Skip every line before the one containing "ring pip: (382, 316)", then copy that line and the rest of the entries below exactly, through the last line.

══ GIVEN ENTRIES ══

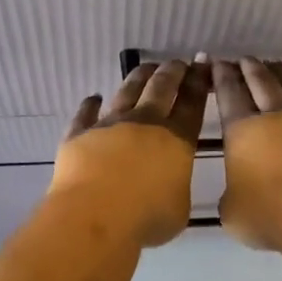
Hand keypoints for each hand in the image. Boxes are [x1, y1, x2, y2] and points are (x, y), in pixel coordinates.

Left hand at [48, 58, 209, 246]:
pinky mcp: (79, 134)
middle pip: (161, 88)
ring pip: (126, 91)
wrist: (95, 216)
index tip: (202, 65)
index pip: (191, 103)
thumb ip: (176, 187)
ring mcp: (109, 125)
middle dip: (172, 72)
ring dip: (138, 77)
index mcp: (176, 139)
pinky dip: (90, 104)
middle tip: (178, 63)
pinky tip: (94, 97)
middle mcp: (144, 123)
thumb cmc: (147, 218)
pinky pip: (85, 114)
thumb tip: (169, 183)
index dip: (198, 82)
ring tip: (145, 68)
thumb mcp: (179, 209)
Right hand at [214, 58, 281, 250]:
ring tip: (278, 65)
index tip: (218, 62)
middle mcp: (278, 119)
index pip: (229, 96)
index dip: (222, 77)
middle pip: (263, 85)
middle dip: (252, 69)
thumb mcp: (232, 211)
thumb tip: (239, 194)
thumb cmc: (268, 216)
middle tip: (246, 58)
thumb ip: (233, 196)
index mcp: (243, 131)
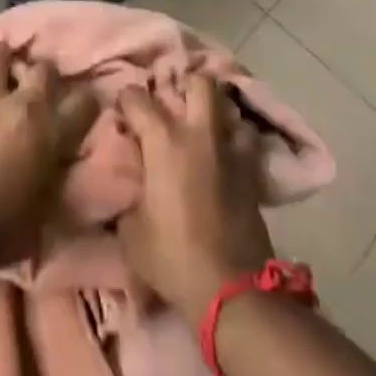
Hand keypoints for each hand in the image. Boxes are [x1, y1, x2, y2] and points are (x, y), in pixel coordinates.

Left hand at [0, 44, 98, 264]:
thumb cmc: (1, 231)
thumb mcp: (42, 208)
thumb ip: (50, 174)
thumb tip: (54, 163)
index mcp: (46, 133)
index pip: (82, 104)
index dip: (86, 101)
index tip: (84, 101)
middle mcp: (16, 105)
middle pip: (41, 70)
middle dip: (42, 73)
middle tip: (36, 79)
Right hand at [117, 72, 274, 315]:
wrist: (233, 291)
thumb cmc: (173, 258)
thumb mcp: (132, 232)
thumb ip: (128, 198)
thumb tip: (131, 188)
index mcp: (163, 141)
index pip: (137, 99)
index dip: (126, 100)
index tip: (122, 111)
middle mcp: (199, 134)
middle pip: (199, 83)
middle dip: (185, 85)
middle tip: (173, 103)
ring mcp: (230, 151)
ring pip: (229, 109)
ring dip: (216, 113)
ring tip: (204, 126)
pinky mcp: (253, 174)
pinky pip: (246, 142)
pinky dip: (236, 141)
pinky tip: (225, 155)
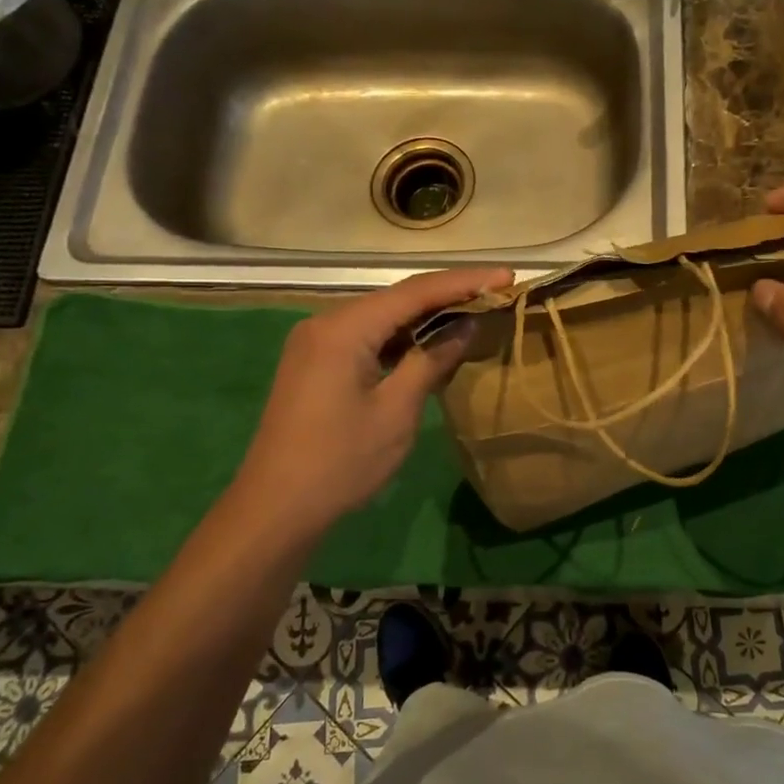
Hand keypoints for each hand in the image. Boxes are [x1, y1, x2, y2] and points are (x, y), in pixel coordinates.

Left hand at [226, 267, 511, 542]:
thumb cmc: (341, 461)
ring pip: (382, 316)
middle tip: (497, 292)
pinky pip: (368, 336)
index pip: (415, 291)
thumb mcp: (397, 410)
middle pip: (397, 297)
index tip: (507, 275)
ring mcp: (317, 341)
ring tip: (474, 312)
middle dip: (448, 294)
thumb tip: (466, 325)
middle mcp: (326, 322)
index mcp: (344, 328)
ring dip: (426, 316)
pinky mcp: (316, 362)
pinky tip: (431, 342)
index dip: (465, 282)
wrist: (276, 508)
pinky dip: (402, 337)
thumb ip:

═══

SOLVED PROBLEM ::
ring pip: (382, 316)
middle tip: (497, 292)
pinky pip: (368, 336)
index pip: (415, 291)
thumb mcp: (397, 410)
middle pip: (397, 297)
index tip: (507, 275)
ring mcp: (317, 341)
ring tip: (474, 312)
middle dip: (448, 294)
thumb tip: (466, 325)
middle mcp: (326, 322)
index mcp: (344, 328)
ring dip: (426, 316)
pinky mcp: (316, 362)
pinky tip: (431, 342)
index dip: (465, 282)
wrist: (276, 508)
pinky dip: (402, 337)
thumb ip:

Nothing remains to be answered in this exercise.